**Task to complete**
Scan the lines below for the word "AVENUE". Copy each line you find it in.

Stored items
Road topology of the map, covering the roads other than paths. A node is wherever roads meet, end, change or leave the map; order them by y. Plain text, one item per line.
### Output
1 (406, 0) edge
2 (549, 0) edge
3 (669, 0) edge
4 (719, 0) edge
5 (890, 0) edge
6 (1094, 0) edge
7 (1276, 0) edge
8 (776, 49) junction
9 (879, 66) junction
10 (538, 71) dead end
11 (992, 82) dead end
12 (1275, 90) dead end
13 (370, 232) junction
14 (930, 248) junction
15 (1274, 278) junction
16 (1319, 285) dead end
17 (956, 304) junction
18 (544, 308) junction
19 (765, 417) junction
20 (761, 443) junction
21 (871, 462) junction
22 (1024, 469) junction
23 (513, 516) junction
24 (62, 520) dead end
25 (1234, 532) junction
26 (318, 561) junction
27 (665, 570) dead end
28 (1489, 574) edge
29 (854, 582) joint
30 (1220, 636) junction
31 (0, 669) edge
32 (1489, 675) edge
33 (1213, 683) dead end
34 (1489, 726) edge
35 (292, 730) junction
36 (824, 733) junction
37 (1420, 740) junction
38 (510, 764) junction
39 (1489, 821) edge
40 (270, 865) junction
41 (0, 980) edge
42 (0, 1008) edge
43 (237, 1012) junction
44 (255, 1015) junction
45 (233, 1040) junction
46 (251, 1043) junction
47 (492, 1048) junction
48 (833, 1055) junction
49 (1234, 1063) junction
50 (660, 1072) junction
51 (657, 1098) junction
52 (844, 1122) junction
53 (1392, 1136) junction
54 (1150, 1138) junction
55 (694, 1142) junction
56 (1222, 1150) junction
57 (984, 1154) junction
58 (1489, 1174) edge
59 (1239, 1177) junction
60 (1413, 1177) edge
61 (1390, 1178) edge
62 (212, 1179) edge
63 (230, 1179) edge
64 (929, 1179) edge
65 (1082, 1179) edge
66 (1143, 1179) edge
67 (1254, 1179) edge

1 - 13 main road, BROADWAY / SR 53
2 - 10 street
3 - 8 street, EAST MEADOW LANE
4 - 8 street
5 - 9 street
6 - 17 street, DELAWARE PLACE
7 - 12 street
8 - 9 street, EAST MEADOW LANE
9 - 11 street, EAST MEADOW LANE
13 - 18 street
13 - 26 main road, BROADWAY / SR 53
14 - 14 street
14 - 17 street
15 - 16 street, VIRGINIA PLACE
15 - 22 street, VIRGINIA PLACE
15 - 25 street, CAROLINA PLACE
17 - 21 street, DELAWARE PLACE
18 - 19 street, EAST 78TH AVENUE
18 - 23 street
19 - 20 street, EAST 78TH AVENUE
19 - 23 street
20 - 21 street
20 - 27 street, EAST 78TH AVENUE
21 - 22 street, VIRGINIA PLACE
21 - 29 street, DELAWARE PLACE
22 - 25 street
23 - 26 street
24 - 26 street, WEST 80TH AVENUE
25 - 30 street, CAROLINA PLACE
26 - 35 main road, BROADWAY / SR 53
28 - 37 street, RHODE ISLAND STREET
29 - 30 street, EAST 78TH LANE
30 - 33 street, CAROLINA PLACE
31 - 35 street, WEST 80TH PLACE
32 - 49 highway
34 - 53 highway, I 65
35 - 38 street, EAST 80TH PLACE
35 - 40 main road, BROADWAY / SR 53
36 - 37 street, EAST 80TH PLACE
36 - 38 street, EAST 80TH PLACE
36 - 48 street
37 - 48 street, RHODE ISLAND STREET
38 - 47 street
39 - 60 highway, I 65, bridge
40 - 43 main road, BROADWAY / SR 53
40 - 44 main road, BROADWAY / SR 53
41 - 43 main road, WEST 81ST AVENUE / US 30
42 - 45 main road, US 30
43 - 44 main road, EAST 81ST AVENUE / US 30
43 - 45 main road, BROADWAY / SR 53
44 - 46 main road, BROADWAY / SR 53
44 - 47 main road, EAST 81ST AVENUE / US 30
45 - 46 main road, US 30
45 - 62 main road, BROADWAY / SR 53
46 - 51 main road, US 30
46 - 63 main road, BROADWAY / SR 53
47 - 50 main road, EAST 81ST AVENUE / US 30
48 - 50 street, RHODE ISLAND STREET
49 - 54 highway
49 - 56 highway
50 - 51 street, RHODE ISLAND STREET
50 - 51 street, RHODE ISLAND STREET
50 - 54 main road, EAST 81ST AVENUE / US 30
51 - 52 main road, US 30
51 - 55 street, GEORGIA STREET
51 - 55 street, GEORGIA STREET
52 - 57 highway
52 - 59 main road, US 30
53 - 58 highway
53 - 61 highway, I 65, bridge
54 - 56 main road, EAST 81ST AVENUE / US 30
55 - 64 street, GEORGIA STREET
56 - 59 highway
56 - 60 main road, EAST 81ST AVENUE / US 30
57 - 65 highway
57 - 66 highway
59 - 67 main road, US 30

**Exercise solution**
18 - 19 street, EAST 78TH AVENUE
19 - 20 street, EAST 78TH AVENUE
20 - 27 street, EAST 78TH AVENUE
24 - 26 street, WEST 80TH AVENUE
41 - 43 main road, WEST 81ST AVENUE / US 30
43 - 44 main road, EAST 81ST AVENUE / US 30
44 - 47 main road, EAST 81ST AVENUE / US 30
47 - 50 main road, EAST 81ST AVENUE / US 30
50 - 54 main road, EAST 81ST AVENUE / US 30
54 - 56 main road, EAST 81ST AVENUE / US 30
56 - 60 main road, EAST 81ST AVENUE / US 30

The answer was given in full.